[Collected data entries]
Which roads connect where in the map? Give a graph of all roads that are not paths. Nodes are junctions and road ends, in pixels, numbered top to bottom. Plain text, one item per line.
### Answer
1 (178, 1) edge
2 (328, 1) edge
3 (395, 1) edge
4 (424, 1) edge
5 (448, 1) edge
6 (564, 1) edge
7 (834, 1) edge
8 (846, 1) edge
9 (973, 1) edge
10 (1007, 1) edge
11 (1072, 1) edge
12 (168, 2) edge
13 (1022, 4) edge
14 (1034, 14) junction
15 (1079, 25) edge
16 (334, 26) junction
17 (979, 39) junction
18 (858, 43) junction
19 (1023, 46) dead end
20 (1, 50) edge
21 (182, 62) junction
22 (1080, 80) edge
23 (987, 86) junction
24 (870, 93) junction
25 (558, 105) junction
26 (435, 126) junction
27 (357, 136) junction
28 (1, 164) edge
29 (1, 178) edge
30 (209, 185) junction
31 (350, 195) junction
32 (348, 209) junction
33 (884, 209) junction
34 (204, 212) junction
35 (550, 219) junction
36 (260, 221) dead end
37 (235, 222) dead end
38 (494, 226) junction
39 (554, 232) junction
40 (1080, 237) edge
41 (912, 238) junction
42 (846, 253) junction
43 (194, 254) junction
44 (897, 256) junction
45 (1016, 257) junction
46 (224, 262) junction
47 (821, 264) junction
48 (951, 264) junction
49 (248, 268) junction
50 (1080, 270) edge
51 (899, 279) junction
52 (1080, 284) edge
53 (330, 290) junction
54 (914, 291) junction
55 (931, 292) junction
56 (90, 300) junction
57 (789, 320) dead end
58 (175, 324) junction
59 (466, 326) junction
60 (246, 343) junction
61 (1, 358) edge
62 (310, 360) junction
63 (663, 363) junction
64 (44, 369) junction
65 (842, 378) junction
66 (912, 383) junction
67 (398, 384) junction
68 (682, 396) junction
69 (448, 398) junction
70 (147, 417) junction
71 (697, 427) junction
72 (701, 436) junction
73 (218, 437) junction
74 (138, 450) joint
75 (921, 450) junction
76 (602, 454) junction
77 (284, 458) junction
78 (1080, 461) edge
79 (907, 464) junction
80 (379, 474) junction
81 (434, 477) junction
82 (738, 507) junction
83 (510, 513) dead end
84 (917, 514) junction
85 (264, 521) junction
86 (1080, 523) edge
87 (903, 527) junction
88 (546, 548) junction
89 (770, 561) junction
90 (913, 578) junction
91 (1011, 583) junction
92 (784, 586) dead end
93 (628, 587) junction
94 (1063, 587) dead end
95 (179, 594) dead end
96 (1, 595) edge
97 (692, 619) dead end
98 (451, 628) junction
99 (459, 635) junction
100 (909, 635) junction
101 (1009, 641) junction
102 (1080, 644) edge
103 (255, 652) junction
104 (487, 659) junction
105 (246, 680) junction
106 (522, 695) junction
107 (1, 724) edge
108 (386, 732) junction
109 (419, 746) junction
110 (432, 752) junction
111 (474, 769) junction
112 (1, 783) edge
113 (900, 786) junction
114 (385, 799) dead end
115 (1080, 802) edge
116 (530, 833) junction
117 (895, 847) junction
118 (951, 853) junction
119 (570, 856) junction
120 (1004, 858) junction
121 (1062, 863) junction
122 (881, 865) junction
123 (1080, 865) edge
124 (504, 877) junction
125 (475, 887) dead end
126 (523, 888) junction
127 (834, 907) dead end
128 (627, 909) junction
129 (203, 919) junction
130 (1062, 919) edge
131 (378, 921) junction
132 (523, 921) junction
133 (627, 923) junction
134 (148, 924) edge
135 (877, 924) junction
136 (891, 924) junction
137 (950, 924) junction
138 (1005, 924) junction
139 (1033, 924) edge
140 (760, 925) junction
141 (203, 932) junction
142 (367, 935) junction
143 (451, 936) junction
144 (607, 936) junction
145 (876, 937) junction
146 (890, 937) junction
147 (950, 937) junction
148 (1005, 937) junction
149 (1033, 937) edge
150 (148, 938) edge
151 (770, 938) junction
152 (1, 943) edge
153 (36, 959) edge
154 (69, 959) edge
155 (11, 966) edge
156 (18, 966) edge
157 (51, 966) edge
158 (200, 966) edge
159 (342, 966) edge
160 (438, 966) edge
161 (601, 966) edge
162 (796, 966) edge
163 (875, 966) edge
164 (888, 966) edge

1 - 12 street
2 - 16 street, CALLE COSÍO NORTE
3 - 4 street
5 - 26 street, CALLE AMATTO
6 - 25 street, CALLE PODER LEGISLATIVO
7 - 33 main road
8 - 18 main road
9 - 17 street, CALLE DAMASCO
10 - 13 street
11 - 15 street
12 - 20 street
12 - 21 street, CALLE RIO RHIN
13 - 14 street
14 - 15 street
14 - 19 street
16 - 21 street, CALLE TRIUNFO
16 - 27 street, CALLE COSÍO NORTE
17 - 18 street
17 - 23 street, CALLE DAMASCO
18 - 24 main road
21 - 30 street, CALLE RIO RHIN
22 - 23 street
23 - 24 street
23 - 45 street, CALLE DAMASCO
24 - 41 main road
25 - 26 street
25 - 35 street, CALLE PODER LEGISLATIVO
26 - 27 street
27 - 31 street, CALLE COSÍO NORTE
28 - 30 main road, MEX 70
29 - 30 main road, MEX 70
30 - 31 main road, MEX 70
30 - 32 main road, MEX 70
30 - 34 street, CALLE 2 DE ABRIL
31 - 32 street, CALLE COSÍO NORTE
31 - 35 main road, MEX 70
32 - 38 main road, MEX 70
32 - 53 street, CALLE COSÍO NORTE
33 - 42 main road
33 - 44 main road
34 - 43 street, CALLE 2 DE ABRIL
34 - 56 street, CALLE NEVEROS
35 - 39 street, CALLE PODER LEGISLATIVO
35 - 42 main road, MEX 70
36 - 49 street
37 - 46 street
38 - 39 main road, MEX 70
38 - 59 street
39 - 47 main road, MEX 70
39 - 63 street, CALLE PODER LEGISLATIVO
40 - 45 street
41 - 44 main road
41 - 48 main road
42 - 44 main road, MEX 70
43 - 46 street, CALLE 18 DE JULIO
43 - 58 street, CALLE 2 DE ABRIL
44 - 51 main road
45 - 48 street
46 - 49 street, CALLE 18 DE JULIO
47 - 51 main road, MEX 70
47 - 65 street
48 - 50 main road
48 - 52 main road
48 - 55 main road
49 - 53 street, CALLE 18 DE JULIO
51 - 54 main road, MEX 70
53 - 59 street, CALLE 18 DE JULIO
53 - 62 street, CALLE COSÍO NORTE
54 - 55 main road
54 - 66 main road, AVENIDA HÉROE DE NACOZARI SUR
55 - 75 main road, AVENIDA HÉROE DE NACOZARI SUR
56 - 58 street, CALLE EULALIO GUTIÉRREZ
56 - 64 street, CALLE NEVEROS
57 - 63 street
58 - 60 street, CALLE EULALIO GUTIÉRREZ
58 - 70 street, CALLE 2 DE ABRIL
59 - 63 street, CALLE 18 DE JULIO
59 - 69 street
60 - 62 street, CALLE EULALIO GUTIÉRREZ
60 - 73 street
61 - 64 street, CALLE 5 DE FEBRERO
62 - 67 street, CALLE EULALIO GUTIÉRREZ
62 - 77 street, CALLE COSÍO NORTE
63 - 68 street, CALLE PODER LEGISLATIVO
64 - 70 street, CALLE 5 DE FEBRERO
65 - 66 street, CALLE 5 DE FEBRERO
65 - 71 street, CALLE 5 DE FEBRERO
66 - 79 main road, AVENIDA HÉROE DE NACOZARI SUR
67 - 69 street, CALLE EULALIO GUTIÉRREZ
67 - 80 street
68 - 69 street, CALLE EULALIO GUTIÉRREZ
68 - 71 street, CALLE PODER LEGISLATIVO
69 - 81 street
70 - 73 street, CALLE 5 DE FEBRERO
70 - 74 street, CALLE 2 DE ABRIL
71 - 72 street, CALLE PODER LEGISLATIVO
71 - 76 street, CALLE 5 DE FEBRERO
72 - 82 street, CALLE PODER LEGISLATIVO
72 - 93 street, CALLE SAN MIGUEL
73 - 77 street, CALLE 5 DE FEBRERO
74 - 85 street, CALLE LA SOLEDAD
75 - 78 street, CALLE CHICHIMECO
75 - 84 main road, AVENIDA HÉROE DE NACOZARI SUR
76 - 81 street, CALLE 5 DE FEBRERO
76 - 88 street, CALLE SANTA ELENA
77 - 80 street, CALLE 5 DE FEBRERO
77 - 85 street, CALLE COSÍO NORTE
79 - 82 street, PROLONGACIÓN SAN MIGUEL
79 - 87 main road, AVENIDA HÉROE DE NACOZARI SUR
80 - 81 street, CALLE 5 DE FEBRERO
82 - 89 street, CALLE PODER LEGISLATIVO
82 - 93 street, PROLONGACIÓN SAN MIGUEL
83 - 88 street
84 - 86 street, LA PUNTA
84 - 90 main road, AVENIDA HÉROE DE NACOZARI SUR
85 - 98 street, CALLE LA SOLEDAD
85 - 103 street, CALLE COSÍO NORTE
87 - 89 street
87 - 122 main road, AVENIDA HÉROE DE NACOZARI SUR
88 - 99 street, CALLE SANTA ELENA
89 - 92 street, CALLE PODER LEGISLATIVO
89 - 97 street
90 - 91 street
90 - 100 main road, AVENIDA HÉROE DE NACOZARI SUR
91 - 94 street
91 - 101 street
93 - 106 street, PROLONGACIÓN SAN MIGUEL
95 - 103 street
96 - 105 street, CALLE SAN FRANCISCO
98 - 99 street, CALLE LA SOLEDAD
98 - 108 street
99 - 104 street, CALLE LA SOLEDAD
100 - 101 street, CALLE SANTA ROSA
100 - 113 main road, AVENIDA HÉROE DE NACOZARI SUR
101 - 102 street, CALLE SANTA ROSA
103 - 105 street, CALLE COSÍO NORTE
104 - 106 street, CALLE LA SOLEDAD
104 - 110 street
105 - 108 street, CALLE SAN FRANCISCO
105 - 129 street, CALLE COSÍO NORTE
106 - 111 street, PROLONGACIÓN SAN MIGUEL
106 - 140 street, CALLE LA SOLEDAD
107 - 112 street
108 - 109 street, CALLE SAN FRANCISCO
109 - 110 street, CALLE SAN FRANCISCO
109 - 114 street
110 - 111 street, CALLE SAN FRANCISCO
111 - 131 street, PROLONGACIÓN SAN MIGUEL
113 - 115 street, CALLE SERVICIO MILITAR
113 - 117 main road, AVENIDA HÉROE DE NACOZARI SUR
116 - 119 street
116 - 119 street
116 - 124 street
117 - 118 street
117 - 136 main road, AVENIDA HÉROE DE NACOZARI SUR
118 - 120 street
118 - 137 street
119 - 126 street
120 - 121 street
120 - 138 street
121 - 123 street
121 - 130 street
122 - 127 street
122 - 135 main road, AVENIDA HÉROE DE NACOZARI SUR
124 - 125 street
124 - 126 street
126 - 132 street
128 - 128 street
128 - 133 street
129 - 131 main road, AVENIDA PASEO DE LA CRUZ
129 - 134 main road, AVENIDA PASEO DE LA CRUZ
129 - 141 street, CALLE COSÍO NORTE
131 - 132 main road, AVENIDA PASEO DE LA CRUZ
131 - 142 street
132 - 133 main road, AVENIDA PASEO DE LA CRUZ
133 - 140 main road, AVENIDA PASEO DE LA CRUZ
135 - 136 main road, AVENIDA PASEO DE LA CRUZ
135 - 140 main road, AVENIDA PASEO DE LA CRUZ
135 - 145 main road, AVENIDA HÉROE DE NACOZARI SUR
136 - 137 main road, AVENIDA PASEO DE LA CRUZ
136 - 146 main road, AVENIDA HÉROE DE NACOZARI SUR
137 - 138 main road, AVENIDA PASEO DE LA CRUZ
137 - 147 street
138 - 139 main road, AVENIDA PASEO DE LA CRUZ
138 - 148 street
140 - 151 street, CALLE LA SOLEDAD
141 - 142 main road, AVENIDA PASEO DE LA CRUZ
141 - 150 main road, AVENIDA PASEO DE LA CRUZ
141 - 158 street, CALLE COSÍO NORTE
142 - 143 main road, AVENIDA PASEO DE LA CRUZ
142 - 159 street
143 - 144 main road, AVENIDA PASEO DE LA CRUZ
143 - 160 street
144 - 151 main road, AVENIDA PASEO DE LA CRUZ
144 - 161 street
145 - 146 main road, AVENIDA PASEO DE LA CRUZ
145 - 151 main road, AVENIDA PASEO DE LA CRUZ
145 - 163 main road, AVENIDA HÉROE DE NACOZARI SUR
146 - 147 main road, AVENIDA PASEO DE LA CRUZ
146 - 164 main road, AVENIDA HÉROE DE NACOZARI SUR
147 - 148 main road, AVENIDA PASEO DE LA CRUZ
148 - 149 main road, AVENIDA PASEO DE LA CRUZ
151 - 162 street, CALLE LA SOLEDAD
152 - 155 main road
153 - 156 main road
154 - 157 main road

• PROBLEM REQUIREMENTS: After identifying the lines above that contain "SOLEDAD", copy each one.

• EXERCISE RESULT:
74 - 85 street, CALLE LA SOLEDAD
85 - 98 street, CALLE LA SOLEDAD
98 - 99 street, CALLE LA SOLEDAD
99 - 104 street, CALLE LA SOLEDAD
104 - 106 street, CALLE LA SOLEDAD
106 - 140 street, CALLE LA SOLEDAD
140 - 151 street, CALLE LA SOLEDAD
151 - 162 street, CALLE LA SOLEDAD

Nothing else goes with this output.